Plus, there’s full frontal male nudity in the first scene of the movie. This is a bold move, especially for a break-up scene, but I personally think it loosened up the audience. For the women, at least. For the guys, we kind of cringed and looked away, and I was more willing to laugh at the next joke.

The movie avoids one major rom com cliché, the lie that permeates every scene and attempts to create comedy. In fact, at one point where a character could choose to lie (or just avoid the truth), he goes out of his way to tell the truth, and it’s admirable. The one cliché the movie falls into is that the two romantic leads inspire each other to make something of their lives. I’d prefer to watch people make something of their lives simply because they’re driven to do so, not because a guy or girl motivates them to do so. But that’s a minor qualm.
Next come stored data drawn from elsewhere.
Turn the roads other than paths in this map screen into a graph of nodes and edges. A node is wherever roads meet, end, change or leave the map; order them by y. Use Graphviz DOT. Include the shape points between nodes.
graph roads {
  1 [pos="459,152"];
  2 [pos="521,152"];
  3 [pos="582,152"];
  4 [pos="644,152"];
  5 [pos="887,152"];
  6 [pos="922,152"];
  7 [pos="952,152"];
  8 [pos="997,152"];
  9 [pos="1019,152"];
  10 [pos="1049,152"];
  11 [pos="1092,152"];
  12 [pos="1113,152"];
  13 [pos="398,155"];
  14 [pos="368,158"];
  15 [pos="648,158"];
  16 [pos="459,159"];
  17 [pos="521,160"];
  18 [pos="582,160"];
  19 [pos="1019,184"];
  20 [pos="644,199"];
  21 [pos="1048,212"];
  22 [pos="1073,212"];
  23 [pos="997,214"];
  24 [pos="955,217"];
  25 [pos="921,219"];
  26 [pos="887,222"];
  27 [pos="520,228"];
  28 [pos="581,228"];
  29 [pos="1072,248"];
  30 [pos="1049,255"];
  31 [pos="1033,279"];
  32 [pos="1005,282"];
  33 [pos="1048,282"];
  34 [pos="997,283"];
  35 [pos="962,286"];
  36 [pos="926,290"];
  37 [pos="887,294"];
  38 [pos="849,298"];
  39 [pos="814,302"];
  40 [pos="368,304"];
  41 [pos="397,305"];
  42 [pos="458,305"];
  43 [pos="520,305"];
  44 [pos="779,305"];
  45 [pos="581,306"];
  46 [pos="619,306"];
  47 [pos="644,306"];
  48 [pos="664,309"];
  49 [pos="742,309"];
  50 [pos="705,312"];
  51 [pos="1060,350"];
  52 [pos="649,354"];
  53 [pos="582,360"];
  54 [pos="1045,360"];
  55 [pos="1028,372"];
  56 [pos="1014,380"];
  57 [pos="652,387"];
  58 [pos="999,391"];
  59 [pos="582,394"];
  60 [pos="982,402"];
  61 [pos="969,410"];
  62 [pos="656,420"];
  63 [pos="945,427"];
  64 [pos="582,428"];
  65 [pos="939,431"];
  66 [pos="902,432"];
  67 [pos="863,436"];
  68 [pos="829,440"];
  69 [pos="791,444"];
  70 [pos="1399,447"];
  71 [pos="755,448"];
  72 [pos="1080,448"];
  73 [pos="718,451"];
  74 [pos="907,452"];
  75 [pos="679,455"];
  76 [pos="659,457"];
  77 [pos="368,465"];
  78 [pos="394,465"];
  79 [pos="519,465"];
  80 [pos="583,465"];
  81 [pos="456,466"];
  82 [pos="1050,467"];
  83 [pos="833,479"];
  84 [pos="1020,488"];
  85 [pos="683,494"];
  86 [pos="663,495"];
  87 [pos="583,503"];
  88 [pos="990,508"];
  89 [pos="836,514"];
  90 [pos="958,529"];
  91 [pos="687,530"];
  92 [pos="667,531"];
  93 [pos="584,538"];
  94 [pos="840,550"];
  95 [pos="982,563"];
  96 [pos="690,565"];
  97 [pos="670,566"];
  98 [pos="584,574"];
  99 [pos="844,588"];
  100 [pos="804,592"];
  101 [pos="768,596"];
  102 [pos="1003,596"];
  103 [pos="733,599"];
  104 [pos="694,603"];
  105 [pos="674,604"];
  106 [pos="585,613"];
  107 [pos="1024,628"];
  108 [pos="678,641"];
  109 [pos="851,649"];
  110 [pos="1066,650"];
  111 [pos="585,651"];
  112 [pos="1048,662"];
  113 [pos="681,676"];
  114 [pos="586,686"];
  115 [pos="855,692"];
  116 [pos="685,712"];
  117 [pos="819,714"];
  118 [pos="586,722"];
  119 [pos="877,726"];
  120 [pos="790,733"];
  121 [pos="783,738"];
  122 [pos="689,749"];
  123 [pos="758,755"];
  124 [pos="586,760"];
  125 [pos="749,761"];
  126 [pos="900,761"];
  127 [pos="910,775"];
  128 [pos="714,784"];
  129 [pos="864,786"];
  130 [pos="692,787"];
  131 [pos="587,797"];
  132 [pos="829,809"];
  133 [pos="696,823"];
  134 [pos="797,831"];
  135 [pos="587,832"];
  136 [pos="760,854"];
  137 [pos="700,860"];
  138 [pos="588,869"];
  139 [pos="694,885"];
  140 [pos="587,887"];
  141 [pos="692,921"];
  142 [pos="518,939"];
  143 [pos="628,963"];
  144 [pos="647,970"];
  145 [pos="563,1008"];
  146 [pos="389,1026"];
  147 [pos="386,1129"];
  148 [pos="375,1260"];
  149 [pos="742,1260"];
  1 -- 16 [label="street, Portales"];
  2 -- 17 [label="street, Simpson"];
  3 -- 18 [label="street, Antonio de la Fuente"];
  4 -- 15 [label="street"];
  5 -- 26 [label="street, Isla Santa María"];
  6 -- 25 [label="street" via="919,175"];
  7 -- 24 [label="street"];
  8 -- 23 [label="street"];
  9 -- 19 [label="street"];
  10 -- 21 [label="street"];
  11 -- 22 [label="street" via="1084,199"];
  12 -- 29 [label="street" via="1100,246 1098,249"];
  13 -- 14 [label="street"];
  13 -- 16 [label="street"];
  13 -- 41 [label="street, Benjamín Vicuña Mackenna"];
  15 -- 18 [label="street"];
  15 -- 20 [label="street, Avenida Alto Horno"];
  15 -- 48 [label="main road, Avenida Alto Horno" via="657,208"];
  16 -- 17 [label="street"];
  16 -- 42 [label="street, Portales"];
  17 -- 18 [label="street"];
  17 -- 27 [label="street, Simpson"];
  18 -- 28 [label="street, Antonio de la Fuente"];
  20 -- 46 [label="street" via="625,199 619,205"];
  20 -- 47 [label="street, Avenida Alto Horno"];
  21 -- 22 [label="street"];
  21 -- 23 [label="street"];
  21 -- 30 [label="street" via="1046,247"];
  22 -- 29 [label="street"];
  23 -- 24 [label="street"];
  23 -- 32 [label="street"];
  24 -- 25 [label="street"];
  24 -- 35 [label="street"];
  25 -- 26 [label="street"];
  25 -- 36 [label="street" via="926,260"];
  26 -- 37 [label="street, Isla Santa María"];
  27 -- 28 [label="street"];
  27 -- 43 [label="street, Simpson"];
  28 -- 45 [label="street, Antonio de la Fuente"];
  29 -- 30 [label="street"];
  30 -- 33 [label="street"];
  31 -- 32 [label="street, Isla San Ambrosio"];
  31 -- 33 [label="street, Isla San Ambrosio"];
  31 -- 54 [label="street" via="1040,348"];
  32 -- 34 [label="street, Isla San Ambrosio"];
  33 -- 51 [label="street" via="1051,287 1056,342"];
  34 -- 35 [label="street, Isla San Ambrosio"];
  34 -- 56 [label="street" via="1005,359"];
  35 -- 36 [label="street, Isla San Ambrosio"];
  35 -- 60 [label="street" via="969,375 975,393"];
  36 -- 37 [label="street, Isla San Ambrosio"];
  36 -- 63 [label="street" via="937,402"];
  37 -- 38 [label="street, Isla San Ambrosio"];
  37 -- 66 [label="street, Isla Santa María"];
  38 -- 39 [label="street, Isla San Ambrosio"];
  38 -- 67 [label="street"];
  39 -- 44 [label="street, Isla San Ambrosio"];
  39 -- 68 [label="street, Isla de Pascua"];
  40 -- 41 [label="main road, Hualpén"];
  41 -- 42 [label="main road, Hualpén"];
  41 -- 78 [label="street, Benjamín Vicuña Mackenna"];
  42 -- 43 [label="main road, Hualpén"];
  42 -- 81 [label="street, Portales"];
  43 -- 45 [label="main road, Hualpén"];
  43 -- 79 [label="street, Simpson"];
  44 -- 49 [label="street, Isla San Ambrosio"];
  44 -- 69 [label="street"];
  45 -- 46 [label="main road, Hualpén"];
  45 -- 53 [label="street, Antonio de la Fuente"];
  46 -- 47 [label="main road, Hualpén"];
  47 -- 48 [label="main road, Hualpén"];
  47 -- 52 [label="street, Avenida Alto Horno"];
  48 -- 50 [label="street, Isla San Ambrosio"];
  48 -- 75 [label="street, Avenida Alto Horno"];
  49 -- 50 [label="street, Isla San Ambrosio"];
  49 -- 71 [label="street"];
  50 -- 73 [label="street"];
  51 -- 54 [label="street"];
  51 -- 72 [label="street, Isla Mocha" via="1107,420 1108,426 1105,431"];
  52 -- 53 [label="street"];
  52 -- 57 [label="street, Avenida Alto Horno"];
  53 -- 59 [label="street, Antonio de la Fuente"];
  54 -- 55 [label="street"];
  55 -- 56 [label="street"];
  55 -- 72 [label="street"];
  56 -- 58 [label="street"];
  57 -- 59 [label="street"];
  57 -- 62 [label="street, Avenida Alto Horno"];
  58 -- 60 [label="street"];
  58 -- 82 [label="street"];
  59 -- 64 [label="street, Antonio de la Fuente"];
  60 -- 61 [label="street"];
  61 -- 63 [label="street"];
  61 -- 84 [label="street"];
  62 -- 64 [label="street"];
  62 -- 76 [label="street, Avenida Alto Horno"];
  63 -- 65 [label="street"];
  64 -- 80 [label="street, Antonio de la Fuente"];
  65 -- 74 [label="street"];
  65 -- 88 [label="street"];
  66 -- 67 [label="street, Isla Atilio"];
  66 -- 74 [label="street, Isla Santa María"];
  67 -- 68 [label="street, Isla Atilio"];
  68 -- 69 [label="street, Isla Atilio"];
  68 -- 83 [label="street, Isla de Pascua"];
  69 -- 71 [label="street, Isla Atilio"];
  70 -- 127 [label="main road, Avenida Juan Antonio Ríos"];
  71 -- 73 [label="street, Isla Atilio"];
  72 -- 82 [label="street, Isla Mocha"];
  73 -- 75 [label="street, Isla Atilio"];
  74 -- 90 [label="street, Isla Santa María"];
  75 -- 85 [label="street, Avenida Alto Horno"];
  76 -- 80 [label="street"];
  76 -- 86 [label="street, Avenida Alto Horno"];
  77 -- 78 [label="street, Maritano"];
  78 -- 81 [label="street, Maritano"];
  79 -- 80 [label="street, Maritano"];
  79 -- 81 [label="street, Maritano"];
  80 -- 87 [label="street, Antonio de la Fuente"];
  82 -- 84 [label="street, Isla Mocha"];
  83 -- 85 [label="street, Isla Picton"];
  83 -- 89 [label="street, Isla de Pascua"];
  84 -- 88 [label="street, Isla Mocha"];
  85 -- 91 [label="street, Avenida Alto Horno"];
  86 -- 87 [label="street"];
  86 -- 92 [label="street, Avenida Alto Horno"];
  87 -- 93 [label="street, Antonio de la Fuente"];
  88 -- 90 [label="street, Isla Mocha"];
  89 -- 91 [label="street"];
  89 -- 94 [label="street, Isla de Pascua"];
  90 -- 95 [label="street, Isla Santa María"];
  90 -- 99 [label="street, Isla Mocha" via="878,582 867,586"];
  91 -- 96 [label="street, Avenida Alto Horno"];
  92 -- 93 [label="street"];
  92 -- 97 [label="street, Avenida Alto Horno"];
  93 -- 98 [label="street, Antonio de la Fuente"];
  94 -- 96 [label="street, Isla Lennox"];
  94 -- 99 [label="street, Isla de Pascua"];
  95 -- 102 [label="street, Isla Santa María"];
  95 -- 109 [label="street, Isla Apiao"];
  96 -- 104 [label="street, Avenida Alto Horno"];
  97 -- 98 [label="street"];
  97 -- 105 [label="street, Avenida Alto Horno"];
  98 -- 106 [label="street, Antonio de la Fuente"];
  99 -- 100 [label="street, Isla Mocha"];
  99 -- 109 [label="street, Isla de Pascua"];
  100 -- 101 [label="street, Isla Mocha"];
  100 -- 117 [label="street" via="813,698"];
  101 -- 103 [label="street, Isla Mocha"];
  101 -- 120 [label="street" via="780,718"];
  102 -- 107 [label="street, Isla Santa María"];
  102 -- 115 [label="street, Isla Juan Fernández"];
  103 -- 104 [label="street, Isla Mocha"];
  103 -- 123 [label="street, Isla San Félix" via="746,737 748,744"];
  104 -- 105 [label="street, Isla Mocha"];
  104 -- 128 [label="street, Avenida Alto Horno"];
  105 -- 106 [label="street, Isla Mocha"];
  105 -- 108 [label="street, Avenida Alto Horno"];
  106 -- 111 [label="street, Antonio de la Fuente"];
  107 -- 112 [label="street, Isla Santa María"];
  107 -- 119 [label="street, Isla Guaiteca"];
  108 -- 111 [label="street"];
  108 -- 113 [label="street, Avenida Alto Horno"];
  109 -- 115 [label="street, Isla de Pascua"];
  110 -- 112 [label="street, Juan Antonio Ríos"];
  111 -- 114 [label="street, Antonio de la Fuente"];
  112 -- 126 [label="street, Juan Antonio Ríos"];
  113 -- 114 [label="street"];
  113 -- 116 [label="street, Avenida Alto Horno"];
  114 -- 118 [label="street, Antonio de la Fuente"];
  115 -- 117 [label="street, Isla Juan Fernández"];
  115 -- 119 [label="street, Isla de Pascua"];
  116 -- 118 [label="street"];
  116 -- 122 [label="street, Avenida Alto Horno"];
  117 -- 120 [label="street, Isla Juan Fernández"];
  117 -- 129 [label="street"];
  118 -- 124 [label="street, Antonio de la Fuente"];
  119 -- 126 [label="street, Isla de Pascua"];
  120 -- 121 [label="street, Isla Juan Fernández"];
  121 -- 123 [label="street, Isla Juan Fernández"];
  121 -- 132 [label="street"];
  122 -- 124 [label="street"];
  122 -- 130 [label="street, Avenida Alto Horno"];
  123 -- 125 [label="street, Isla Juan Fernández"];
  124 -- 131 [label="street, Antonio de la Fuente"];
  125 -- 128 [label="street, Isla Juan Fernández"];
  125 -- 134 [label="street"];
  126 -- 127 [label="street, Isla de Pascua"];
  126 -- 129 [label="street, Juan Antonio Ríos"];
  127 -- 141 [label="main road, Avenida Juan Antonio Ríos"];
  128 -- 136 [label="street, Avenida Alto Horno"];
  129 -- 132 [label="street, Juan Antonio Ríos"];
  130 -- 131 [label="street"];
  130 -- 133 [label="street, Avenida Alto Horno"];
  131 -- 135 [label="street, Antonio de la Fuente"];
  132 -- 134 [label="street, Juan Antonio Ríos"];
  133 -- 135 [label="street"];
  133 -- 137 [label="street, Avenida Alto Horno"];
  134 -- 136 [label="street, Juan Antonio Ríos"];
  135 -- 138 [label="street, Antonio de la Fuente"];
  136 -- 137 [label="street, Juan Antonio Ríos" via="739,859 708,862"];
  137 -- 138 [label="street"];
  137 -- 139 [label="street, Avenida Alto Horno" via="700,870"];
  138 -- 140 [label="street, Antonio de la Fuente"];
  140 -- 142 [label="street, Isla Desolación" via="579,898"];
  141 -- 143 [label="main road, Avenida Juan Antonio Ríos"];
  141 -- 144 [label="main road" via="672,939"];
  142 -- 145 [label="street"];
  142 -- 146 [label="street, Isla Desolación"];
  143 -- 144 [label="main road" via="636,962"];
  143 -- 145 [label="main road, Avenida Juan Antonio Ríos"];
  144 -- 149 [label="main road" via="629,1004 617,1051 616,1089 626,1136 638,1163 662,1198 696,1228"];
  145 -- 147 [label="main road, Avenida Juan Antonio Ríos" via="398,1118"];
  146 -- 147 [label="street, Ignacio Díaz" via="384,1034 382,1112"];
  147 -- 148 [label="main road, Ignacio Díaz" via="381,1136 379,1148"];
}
The funniest character in the movie is the sexually extreme British boyfriend of the titular Sarah Marshall. Instead of being the “bad guy” of the movie, he’s quite believable, and quite hilarious. As Jason Segal comments to him at one point, “I want to hate you, but you’re just so cool!”

I’m not a filmmaker, nor am I an expert on any subject, but I detected one aspect of FSM that could have been improved: the editing. From what I understand, editing in movies is the decision to use one shot over another (oftentimes shots of the same scene from different perspective), as well as deciding when to cut from shot to shot or scene to scene. In several scenes in the movie, tighter editing would have provoked more laughs or provided more natural conversation. In a few of the talks between couples, it seemed like they were reading from a script. Not because the acting was bad, but there were so many pauses between sentences and responses that it literally seemed like they were reading from the script and then saying their line.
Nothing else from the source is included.